The Lost Prince eBook

This eBook from the Gutenberg Project consists of approximately 377 pages of information about The Lost Prince.
He drew two long breaths.  It was as he began drawing a third and realizing the strange feeling of the almost stillness about him that he heard a new kind of sound at the side of the garden nearest his hiding-place.  It sounded like the creak of a door opening somewhere in the wall behind the laurel hedge.  Some one was coming into the garden by a private entrance.  He pushed aside the young boughs again and tried to see, but the darkness was too dense.  Yet he could hear if the thunder would not break again.  There was the sound of feet on the wet gravel, the footsteps of more than one person coming toward where he stood, but not as if afraid of being heard; merely as if they were at liberty to come in by what entrance they chose.  Marco remained very still.  A sudden hope gave him a shock of joy.  If the man with the tired face chose to hide himself from his acquaintances, he might choose to go in and out by a private entrance.  The footsteps drew near, crushing the wet gravel, passed by, and seemed to pause somewhere near the balcony; and them flame lit up the sky again and the thunder burst forth once more.

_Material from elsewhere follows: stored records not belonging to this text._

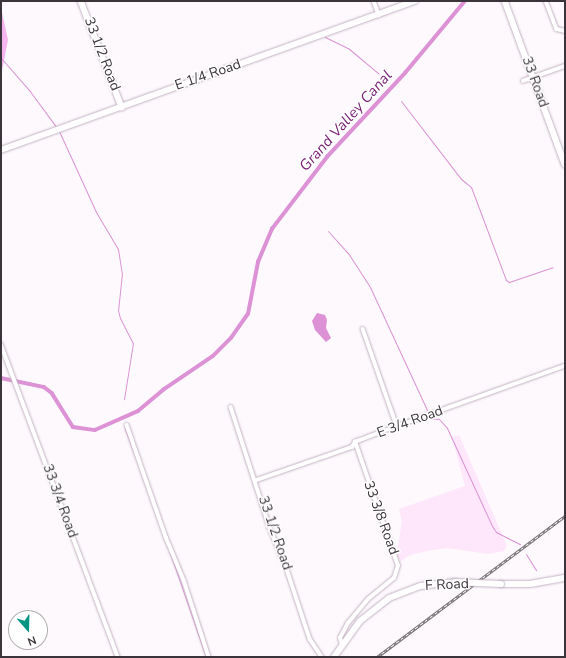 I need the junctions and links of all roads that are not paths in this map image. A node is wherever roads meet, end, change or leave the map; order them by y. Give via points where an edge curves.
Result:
1 (81, 1) edge
2 (374, 1) edge
3 (415, 1) edge
4 (505, 1) edge
5 (546, 1) edge
6 (379, 15) junction
7 (565, 31) edge
8 (565, 66) edge
9 (532, 78) junction
10 (523, 81) dead end
11 (122, 107) junction
12 (1, 150) edge
13 (564, 156) edge
14 (565, 164) edge
15 (363, 329) dead end
16 (1, 344) edge
17 (565, 366) edge
18 (231, 408) dead end
19 (127, 425) dead end
20 (397, 426) junction
21 (355, 442) junction
22 (256, 480) junction
23 (565, 578) edge
24 (342, 645) junction
25 (118, 657) edge
26 (209, 657) edge
27 (322, 657) edge
28 (334, 657) edge

1 - 11 street, 33 1/2 Road
2 - 6 street
3 - 6 street, E 1/4 Road
4 - 9 street, 33 Road
5 - 7 street via 557,29
6 - 11 street, E 1/4 Road
8 - 9 street
9 - 10 street
9 - 13 street, 33 Road
11 - 12 street, E 1/4 Road
13 - 14 street, 33 Road
15 - 20 street
16 - 25 street, 33 3/4 Road
17 - 20 street, E 3/4 Road
18 - 22 street, 33 1/2 Road
19 - 26 street via 166,537 184,580
20 - 21 street, E 3/4 Road
21 - 22 street, E 3/4 Road via 352,447
21 - 24 street, 33 3/8 Road via 398,566 394,578 368,599 348,623 340,638
22 - 27 street, 33 1/2 Road via 270,528 287,569 310,639
23 - 24 main road, F Road, bridge via 530,584 455,582 421,586 389,598 360,621
24 - 28 main road, F Road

But this was its last great peal.  The storm was at an end.  Only fainter and fainter rumblings and mutterings and paler and paler darts followed.  Even they were soon over, and the cataracts in the paths had rushed themselves silent.  But the darkness was still deep.

It was deep to blackness in the hollow of the evergreen.  Marco stood in it, streaming with rain, but feeling nothing because he was full of thought.  He pushed aside his greenery and kept his eyes on the place in the blackness where the windows must be, though he could not see them.  It seemed that he waited a long time, but he knew it only seemed so really.  He began to breathe quickly because he was waiting for something.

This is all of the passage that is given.